Alguns ainda esperam um respiração ofegante, como que um corpo com vida,
naquele chão ensanguentado. Mas não há vida, nem havia quando ela caminhava
assustada rumo ao topo do prédio. Consciente ou não de sua decisão suicida.
Talvez tenha se jogado por causa de um amor
não correspondido. Acho que essa probabilidade uma das mais desinteressantes,
pois o amor, para a maioria das pessoas, passou a ser um passatempo dos menos
intensos. Não existe mais sofrimento na falta do amor, pois o tempo,
encarregado de curar tantos deslizes, também trabalha pelo bem do amor; que num
lance infortúnio, no metrô ou no supermercado, traz o remédio. As pessoas não
perdem mais a cabeça por causa de um amor. Perder o bom senso, o respeito; a
dignidade. Mas a cabeça? Não, isso não. Ela não se atirou do décimo andar por
causa de amor, tenho certeza. O policial olha bem de perto, os olhos
esbugalhados e assustados da mulher.
Morreu por descuido? Talvez. Outra hipótese
que projeto durante os segundos posteriores à cena. Que critérios eu teria para
definir a morte daquela mulher se nem a conhecia? Não tinha critérios nenhum,
nem deveria supor a morte como fuga. Podia ser descuido, penso mais uma vez. A
mulher olhando para as nuvens que se formavam naquela tarde de Sol, e de
repente: queda. Deixou filhos, maridos e uma cachorra acostumada a dormir no
sofá da sala. Ela tinha cara de uma mulher rica, bem cuidada e perfumada; apesar
de não ostentar qualquer joia. O policial isola o crime, como se o crime fosse
um crime. Fotos e mais fotos animando a paisagem dos jornais impressos na manhã
seguinte: alguns se apegam as imagens, outros as palavras.
Fiquei vários minutos sem palavras. Fiquei ali,
como se fosse o meu corpo caindo daquela altura. Senti o medo da morte, senti o
medo do prédio; que por alguns momentos parecia se sacolejar de grande euforia.

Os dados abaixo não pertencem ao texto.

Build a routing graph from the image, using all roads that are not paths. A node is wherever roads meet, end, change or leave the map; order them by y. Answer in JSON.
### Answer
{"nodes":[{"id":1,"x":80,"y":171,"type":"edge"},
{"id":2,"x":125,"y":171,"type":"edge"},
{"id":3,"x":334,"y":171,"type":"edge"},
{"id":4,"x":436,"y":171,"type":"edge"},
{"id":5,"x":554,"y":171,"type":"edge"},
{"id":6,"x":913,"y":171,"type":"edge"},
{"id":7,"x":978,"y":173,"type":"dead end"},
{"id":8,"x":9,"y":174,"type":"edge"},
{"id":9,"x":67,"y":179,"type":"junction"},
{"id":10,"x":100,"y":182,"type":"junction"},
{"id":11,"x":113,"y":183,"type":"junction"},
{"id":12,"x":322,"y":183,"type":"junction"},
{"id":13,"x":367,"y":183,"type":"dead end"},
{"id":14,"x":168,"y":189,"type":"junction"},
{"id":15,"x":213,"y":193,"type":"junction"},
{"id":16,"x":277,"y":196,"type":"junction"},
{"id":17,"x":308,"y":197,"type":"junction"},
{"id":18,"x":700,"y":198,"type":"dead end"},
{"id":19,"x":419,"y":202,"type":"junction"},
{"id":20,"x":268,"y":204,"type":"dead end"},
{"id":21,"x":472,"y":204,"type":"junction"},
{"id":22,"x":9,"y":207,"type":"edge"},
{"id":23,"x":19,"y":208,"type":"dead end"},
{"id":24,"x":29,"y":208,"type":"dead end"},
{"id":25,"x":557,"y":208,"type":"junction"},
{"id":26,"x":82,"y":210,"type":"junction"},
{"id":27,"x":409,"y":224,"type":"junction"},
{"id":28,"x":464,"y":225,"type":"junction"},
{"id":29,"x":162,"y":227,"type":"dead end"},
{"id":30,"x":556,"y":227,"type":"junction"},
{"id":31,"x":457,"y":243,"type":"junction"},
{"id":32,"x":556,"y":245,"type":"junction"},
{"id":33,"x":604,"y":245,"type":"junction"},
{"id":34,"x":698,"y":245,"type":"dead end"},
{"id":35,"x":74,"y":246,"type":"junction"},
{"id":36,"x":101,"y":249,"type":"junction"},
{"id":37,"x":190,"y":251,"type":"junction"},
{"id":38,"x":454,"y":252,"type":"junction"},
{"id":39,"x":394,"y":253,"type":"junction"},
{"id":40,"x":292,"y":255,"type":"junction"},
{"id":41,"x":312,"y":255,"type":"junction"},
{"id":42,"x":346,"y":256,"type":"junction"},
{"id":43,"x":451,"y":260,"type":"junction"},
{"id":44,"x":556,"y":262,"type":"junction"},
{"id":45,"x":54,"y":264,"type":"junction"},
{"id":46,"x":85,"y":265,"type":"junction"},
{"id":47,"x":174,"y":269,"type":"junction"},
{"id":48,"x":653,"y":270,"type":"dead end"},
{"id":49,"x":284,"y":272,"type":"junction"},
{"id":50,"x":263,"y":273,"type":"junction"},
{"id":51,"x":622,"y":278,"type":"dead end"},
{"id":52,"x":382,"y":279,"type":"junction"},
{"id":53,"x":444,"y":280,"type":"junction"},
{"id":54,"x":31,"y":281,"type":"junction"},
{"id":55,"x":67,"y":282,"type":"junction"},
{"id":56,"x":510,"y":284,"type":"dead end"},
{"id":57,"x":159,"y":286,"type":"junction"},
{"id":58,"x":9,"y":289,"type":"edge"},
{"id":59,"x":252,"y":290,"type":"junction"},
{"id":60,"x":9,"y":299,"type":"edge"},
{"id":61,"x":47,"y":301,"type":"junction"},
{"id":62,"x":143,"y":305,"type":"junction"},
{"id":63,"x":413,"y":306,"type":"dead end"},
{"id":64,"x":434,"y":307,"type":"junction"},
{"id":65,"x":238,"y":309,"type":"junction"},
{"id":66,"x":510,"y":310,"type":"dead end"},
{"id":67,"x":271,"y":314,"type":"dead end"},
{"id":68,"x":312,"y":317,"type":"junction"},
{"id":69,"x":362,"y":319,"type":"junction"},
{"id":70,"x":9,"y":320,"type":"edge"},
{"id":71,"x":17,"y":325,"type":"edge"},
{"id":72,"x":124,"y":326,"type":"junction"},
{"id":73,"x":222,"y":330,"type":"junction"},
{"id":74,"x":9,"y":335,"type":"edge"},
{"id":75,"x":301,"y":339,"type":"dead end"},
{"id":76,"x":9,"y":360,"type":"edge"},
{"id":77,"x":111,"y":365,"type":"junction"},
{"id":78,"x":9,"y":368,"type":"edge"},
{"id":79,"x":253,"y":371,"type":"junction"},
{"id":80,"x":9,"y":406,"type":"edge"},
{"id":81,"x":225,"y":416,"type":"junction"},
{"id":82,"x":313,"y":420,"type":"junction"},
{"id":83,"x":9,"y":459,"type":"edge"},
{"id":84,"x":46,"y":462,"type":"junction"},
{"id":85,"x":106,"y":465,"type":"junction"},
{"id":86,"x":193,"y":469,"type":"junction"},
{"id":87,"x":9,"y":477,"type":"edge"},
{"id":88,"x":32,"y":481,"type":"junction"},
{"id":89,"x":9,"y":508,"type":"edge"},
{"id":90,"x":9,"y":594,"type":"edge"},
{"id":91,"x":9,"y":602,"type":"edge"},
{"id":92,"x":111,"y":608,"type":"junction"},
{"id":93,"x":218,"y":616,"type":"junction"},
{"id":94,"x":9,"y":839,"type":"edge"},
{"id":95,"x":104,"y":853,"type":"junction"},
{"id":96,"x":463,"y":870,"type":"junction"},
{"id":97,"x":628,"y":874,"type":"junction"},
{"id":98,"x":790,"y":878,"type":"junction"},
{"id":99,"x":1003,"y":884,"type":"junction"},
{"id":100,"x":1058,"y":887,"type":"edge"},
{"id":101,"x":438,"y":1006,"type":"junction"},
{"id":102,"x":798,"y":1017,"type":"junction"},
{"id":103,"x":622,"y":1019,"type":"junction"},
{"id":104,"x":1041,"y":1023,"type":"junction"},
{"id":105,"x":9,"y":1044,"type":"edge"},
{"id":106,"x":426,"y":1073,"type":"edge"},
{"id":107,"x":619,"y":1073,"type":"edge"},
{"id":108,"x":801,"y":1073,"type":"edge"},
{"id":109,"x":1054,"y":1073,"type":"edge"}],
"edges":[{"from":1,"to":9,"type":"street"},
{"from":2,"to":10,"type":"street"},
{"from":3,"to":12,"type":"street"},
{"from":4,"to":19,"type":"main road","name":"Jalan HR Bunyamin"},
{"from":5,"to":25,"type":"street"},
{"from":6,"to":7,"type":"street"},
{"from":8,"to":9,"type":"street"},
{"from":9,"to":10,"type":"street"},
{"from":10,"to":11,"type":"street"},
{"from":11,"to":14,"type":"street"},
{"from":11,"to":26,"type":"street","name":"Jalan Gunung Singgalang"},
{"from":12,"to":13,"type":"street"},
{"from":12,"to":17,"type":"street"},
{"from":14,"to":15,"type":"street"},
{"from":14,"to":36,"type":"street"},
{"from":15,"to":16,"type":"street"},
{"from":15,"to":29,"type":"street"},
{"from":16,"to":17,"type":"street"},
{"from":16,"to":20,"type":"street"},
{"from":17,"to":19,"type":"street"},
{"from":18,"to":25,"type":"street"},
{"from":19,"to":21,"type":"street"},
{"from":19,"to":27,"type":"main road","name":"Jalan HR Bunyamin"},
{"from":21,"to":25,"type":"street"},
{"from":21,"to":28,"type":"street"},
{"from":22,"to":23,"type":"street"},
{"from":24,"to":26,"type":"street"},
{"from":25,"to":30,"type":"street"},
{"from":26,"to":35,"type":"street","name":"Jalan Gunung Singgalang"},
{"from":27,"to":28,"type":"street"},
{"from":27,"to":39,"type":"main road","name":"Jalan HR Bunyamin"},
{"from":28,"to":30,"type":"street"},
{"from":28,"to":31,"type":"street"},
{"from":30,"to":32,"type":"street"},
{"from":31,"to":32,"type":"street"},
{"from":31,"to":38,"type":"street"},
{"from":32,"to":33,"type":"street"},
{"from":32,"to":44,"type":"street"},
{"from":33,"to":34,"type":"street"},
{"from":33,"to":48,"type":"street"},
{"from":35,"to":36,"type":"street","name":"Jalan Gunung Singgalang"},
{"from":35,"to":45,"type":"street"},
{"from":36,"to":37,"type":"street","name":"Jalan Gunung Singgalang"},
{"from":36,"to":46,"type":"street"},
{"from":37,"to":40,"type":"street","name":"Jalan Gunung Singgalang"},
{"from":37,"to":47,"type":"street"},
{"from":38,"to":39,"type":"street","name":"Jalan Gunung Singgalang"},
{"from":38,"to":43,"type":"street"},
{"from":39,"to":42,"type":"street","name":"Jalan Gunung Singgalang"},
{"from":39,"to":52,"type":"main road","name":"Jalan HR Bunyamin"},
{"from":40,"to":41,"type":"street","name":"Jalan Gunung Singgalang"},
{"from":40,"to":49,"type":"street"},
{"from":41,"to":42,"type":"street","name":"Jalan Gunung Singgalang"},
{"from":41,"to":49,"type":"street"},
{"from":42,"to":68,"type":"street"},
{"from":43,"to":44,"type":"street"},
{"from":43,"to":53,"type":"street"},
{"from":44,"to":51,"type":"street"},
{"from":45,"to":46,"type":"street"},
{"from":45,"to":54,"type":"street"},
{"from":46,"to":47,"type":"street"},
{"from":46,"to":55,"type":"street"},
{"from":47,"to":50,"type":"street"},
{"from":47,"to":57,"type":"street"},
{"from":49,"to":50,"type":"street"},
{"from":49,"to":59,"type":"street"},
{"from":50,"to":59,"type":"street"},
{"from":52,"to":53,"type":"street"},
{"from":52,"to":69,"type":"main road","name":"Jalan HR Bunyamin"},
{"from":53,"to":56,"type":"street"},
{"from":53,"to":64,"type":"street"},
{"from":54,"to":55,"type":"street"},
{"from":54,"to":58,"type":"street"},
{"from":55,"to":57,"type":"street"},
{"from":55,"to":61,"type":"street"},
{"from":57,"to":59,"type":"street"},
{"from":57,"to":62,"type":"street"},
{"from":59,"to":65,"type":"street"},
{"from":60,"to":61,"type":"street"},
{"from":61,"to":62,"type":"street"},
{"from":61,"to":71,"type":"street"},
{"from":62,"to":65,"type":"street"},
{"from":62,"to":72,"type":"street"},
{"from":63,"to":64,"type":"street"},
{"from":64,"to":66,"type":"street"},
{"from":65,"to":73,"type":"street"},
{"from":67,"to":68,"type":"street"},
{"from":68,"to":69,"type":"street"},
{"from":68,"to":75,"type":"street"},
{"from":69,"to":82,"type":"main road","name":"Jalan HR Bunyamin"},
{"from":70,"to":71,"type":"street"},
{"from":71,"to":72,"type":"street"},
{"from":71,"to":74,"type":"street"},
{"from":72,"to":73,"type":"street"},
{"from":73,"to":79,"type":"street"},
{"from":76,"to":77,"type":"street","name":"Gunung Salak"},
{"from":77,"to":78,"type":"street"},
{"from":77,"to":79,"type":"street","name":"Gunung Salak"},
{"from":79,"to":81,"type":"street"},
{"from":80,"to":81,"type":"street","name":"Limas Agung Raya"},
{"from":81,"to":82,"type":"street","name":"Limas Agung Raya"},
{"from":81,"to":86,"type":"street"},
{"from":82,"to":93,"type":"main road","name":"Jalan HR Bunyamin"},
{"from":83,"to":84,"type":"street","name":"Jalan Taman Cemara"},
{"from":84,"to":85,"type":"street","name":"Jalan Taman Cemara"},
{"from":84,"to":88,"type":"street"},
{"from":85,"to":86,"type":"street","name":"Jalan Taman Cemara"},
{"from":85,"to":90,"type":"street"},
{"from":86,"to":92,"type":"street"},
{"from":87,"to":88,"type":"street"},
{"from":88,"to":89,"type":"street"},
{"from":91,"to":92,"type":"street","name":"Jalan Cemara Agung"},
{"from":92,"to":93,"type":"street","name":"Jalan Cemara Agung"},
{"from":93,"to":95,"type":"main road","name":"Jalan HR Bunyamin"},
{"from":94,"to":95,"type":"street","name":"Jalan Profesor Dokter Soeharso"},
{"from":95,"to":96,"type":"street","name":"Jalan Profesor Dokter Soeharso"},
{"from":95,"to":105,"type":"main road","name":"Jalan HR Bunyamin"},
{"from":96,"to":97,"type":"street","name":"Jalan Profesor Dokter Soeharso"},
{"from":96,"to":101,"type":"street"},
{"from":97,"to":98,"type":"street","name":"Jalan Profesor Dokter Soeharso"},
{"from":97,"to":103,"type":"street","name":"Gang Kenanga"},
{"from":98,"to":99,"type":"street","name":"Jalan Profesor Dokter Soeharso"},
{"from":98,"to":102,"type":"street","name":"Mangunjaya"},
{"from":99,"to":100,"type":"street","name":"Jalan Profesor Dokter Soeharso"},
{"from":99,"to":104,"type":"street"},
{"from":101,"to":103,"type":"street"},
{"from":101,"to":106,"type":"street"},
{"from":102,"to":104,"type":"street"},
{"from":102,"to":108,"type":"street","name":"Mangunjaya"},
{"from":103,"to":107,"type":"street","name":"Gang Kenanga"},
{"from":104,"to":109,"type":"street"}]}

Nem sempre algo concreto pode ser tão abstrato. O prédio como quem mantém o
poder sobre a vida e a morte, em seu décimo andar; mais ou menos espaço
relevante do coração, caso ele fosse humano. Mas ele não é. O prédio não têm
pés, nem olhos; nem cabeça. Mas naquela hora, ou melhor, naqueles segundos; ele
parecia vir em minha direção. Quer me esmagar também? Quer acabar com minha
vida? Todos os outros prédios olham sem querer qualquer interferência, passivos
diante do assassinato. A mulher continuava imóvel.
Quantos minutos o meu pesadelo? Quantos anos
de sofrimento da mulher? Não sabemos, nem suspeitamos. A mulher morta, os
policiais isolando a queda; o sangue, o desespero de todos aqueles que viram ou
não viram a mulher se atirando do décimo andar. De qualquer forma, ainda que
houvesse qualquer explicação, nada fazia sentido. Deixei a morte de lado quando
vi de perto o que a vida pode fazer com as pessoas.
Um dia, uma noite; acovardei-me diante do
prédio - antes daquela mulher - e para nunca mais.